How can we address the situation and rekindle students’ interest in these core engineering domains? We must change people’s attitudes and perceptions of these fundamental engineering disciplines. Mechanical engineering, for example, is no longer limited to dealing with large machines that require physical strength to operate, nor is Civil Engineering limited to the construction of bridges, roads, and dams. Mechanical engineering has been completely transformed by Industry 4.0, with many departments conducting advanced research on micro-electromechanical systems, microfluidics, robotics and automation, and other such technologies. Many civil engineers are now studying environmental issues and working on pollution-related issues.

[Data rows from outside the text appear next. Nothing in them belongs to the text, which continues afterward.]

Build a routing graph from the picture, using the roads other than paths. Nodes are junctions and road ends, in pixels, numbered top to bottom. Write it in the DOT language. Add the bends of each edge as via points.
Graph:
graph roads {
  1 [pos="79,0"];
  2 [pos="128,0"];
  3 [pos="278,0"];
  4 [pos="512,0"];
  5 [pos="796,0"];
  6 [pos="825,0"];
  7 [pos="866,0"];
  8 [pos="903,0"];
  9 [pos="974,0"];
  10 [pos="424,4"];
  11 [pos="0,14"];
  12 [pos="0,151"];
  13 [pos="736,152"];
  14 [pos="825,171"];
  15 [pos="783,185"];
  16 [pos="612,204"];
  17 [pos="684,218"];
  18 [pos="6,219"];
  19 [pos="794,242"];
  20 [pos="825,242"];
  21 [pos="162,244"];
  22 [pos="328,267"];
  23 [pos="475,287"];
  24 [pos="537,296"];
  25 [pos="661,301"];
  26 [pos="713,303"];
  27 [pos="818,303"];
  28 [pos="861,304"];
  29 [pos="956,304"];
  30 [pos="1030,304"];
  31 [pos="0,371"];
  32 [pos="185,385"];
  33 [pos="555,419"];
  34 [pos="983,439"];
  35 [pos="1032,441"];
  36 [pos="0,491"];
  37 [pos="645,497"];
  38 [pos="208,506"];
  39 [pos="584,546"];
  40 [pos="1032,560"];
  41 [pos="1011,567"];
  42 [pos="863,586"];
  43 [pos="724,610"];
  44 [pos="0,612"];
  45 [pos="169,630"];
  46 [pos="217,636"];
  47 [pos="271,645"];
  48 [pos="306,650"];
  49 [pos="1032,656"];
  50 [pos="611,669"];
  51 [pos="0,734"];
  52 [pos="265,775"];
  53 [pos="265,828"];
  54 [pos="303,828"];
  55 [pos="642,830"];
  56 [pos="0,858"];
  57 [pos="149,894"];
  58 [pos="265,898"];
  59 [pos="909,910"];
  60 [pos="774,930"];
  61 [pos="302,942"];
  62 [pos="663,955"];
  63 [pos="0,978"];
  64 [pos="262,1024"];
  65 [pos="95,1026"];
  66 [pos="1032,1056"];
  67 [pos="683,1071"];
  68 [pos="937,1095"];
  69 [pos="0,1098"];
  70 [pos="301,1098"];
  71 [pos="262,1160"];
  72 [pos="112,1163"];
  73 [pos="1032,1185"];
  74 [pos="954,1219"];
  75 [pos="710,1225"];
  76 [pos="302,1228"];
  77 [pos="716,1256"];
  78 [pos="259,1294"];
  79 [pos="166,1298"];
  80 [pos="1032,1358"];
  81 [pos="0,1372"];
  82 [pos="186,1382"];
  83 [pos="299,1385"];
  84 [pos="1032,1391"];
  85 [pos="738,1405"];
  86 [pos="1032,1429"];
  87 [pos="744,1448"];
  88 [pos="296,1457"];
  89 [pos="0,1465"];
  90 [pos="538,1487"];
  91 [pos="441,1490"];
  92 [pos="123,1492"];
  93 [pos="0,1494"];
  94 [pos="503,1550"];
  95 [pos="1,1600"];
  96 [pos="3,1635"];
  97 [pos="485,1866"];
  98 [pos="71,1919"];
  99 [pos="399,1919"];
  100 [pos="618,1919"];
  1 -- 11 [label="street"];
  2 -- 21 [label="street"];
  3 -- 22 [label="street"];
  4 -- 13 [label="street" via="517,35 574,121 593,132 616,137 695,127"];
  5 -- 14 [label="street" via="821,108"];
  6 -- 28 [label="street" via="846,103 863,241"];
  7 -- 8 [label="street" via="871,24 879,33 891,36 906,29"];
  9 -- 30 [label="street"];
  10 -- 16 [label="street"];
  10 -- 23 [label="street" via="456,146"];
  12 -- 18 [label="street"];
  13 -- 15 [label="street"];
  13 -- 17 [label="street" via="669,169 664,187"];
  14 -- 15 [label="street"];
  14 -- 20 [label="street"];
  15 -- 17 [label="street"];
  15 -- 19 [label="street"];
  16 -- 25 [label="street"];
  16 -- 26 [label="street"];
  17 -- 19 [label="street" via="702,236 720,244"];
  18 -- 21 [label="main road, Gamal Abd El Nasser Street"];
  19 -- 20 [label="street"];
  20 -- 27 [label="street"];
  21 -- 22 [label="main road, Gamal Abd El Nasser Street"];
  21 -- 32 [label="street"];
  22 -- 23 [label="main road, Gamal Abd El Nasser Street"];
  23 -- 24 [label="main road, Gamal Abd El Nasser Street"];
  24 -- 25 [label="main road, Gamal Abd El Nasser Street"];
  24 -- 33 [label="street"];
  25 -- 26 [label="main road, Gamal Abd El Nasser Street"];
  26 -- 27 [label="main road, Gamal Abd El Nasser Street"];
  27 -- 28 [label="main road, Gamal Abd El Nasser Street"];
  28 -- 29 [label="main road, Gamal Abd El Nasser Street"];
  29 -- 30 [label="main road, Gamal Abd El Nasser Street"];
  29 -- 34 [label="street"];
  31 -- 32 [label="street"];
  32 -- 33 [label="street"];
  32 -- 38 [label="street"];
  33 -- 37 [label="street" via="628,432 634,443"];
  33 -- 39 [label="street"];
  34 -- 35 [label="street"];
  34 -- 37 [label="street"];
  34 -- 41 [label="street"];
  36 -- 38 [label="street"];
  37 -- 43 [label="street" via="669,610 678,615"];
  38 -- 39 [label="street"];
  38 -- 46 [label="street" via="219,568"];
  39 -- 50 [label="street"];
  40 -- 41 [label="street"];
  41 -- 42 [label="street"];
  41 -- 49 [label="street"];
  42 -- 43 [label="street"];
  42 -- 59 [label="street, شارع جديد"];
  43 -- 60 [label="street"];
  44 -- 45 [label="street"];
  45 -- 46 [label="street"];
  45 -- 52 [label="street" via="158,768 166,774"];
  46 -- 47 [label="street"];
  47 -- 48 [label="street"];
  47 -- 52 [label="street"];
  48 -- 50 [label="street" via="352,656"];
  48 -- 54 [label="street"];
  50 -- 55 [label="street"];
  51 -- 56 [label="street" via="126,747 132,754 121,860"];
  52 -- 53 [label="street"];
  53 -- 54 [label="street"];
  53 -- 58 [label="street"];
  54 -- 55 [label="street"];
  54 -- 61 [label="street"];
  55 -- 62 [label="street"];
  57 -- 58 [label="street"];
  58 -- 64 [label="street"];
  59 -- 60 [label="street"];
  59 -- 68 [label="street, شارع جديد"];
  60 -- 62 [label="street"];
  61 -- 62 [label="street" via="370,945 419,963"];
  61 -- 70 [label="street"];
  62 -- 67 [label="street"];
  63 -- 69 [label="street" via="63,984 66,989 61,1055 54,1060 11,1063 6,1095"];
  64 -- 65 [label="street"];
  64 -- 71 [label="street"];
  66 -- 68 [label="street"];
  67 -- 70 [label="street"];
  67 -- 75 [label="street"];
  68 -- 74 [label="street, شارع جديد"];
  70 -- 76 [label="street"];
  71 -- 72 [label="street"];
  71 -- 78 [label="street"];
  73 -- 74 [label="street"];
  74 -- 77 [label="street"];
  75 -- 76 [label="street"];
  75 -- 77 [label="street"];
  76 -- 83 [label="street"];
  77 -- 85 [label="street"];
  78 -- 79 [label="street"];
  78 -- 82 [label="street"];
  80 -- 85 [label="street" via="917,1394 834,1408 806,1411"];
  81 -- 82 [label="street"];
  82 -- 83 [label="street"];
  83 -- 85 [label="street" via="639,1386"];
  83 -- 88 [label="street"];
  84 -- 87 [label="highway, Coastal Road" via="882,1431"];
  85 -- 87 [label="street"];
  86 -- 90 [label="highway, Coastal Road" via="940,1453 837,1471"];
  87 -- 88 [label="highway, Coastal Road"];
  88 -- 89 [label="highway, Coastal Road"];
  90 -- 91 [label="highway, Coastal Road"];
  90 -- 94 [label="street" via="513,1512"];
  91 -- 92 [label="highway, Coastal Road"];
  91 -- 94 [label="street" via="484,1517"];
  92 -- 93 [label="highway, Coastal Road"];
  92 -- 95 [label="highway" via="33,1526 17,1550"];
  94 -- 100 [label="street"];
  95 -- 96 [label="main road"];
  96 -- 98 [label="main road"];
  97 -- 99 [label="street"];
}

Electronics is no longer about communications, there is VLSI and nanoelectronics. Electrical engineering is all about smart grids and renewables, not electrical machines. Chemical engineering is not about manufacturing various chemicals for industrial use. The chemical industry can now use technology more intelligently thanks to Industry 4.0, saving time and effort that was previously wasted in production and back-office operations. Intelligent manufacturing, also known as smart factory, is the combination of intelligent manufacturing (IT), Internet of things (IoT), advanced analysis, and artificial intelligence (AI), with operating technology such as additives, advanced materials, and robots.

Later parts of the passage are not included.